In chapter 16, we see Michael constantly rebooting the neighborhood due to the humans realizing they are in The Bad Place. Eleanor and Chidi visit Mindy St. Claire for the fifteenth time. Mindy informs them they always return to the neighborhood. One of the reasons given is that their friends don’t know that they are in The Bad Place. This raises the question of, is there a moral obligation to return just to tell them that they are in The Bad Place?
One can draw a parallel between Eleanor’s situation and the escaped prisoner in Plato’s Cave. Plato’s Cave has us imagine that there are prisoners chained and unable to turn around. All they see are shadows on the wall. Since this is all that they have seen, the prisoners think that the shadows are reality. One day, a prisoner is able to escape his chains and turns around. He sees statues being moved in front of a fire. The prisoner now thinks that the statues are reality. The prisoner then climbs stairs out of the cave. While initially blinded by the Sun, the prisoner’s eyes adjust. Outside of the cave, the prisoner sees real objects and has gained knowledge of what reality is like. While the prisoner does not want to return, he feels an ethical obligation to return to his friends still chained up. The escaped prisoner believes that he has an obligation to inform them of the truth.

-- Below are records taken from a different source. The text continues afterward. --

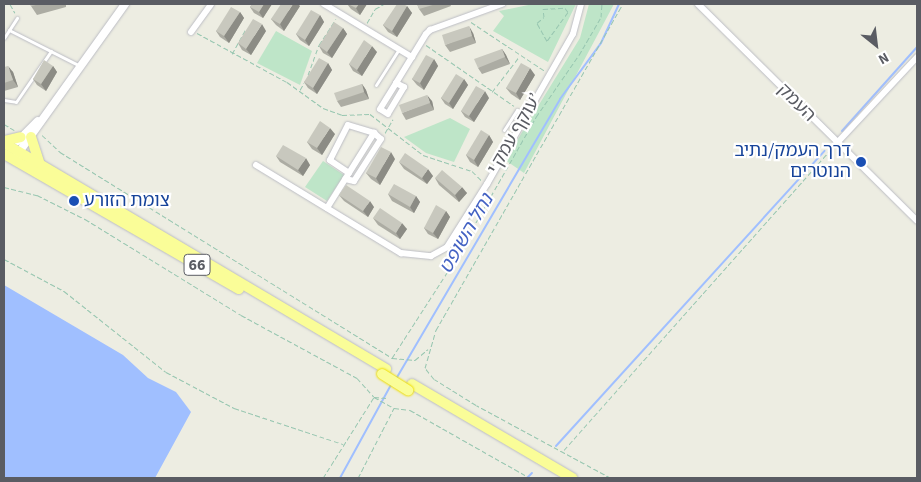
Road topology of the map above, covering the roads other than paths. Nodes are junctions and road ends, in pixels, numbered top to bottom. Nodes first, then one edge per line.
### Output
1 (125, 4) edge
2 (211, 4) edge
3 (324, 4) edge
4 (502, 4) edge
5 (581, 4) edge
6 (698, 4) edge
7 (481, 7) edge
8 (17, 18) road end
9 (9, 30) junction
10 (192, 30) road end
11 (4, 38) edge
12 (399, 49) junction
13 (51, 51) junction
14 (412, 57) junction
15 (917, 57) edge
16 (80, 66) junction
17 (396, 83) junction
18 (376, 85) dead end
19 (4, 100) edge
20 (51, 108) junction
21 (527, 115) junction
22 (504, 130) dead end
23 (374, 133) junction
24 (29, 135) junction
25 (836, 144) junction
26 (9, 150) edge
27 (256, 165) dead end
28 (43, 166) junction
29 (349, 173) junction
30 (345, 179) junction
31 (327, 208) junction
32 (917, 221) edge
33 (384, 372) junction
34 (410, 387) junction
35 (559, 478) edge
36 (572, 478) edge

1 - 16 street
2 - 10 street
3 - 12 street
4 - 7 street
5 - 21 street, עוקף עמק י’
6 - 25 street, העמק
7 - 14 street
8 - 9 lane
9 - 11 lane
9 - 13 lane
12 - 14 street
12 - 18 lane
13 - 16 lane
13 - 19 lane
14 - 17 street
15 - 25 street
16 - 20 street
17 - 17 street
20 - 24 street
20 - 24 street
21 - 22 lane
21 - 31 street, עוקף עמק י’
23 - 29 street
23 - 29 street
23 - 30 street
24 - 26 highway
24 - 26 street
24 - 28 highway
25 - 32 street, העמק
26 - 28 highway, 66
26 - 33 highway, 66
27 - 31 street, עוקף עמק י’
28 - 33 highway, 66
29 - 30 street
30 - 31 street
33 - 34 highway, 66
34 - 35 highway, 66
34 - 36 highway, 66

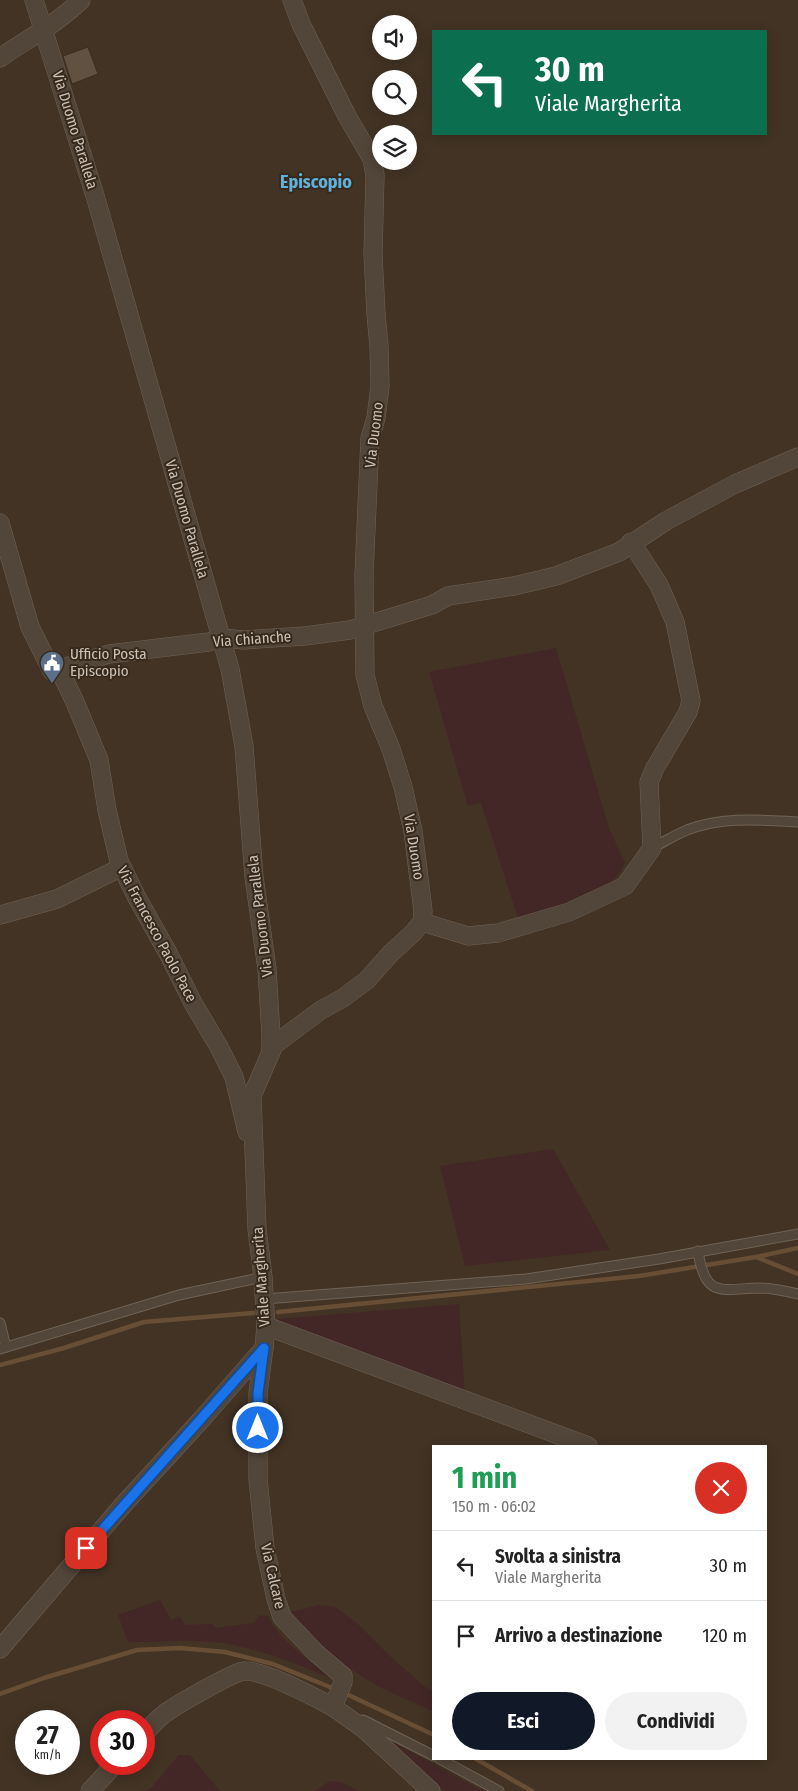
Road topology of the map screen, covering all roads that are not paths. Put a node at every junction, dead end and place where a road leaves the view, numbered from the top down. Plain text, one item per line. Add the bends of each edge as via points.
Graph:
1 (34, 0) edge
2 (81, 0) edge
3 (281, 0) edge
4 (292, 0) edge
5 (44, 31) junction
6 (312, 46) junction
7 (0, 58) edge
8 (798, 457) edge
9 (0, 523) edge
10 (631, 542) junction
11 (364, 626) junction
12 (221, 638) junction
13 (56, 670) junction
14 (798, 822) edge
15 (652, 848) junction
16 (122, 867) junction
17 (0, 915) edge
18 (423, 916) junction
19 (271, 1052) junction
20 (255, 1167) junction
21 (798, 1234) edge
22 (698, 1254) junction
23 (263, 1277) junction
24 (798, 1294) edge
25 (264, 1299) junction
26 (0, 1323) edge
27 (266, 1326) junction
28 (3, 1348) edge
29 (264, 1348) junction
30 (585, 1445) edge
31 (0, 1649) edge
32 (337, 1697) junction
33 (155, 1722) edge
34 (432, 1755) edge
35 (442, 1760) edge
36 (105, 1775) edge
37 (90, 1791) edge
38 (430, 1791) edge
39 (499, 1791) edge

1 - 5 street, Via Duomo Parallela
2 - 5 street
3 - 6 street via 291,22 306,43
4 - 6 street, Via Duomo
5 - 7 street
5 - 12 street, Via Duomo Parallela via 96,199
6 - 11 street, Via Duomo via 372,159 375,175 373,254 380,386 370,438
8 - 10 street, Via Chianche via 735,484
9 - 13 street, Via Francesco Paolo Pace via 30,627
10 - 11 street, Via Chianche via 619,552 556,576 448,596 432,605
10 - 15 street via 658,585 675,622 691,701 649,782
11 - 12 street, Via Chianche via 295,636 244,640
11 - 18 street, Via Duomo via 365,675 403,787 413,831
12 - 13 street, Via Chianche via 109,654
12 - 19 street, Via Duomo Parallela via 244,746 254,877 267,969
13 - 16 street, Via Francesco Paolo Pace via 75,702 99,760 107,810
14 - 15 lane via 743,819 712,822 686,830
15 - 18 street via 625,886 569,912 498,933 468,936
16 - 17 street via 57,899
16 - 20 street, Via Francesco Paolo Pace via 192,1003 234,1076
18 - 19 street, Viale Margherita via 413,933 367,980 290,1033 274,1045
19 - 20 street, Viale Margherita via 252,1096
20 - 23 street, Viale Margherita via 257,1229
21 - 22 lane
22 - 24 lane via 704,1275 712,1286 723,1290 770,1288
22 - 25 lane via 526,1279
23 - 25 street, Viale Margherita
23 - 28 lane via 178,1295
25 - 27 street, Viale Margherita
26 - 28 lane
27 - 29 street, Viale Margherita
27 - 30 street
29 - 31 street, Viale Margherita
29 - 32 street, Via Calcare via 258,1393 258,1479 265,1548 282,1617 343,1676
32 - 33 street via 243,1671 163,1714
32 - 34 lane
32 - 38 street, Via Calcare via 364,1729
35 - 39 lane
36 - 37 street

Eleanor has the same dilemma. She has gained knowledge that their reality is fake. Instead, they are in The Bad Place. She has left the confines of the fake reality created by Michael. She is in The Medium Place. She does not want to leave. Yet, she feels an obligation to return just as the escaped prisoner does. If Plato’s prisoner had an obligation to return to share his knowledge with the other prisoners then it seems that Eleanor has the obligation to return and inform the other humans they are in The Bad Place.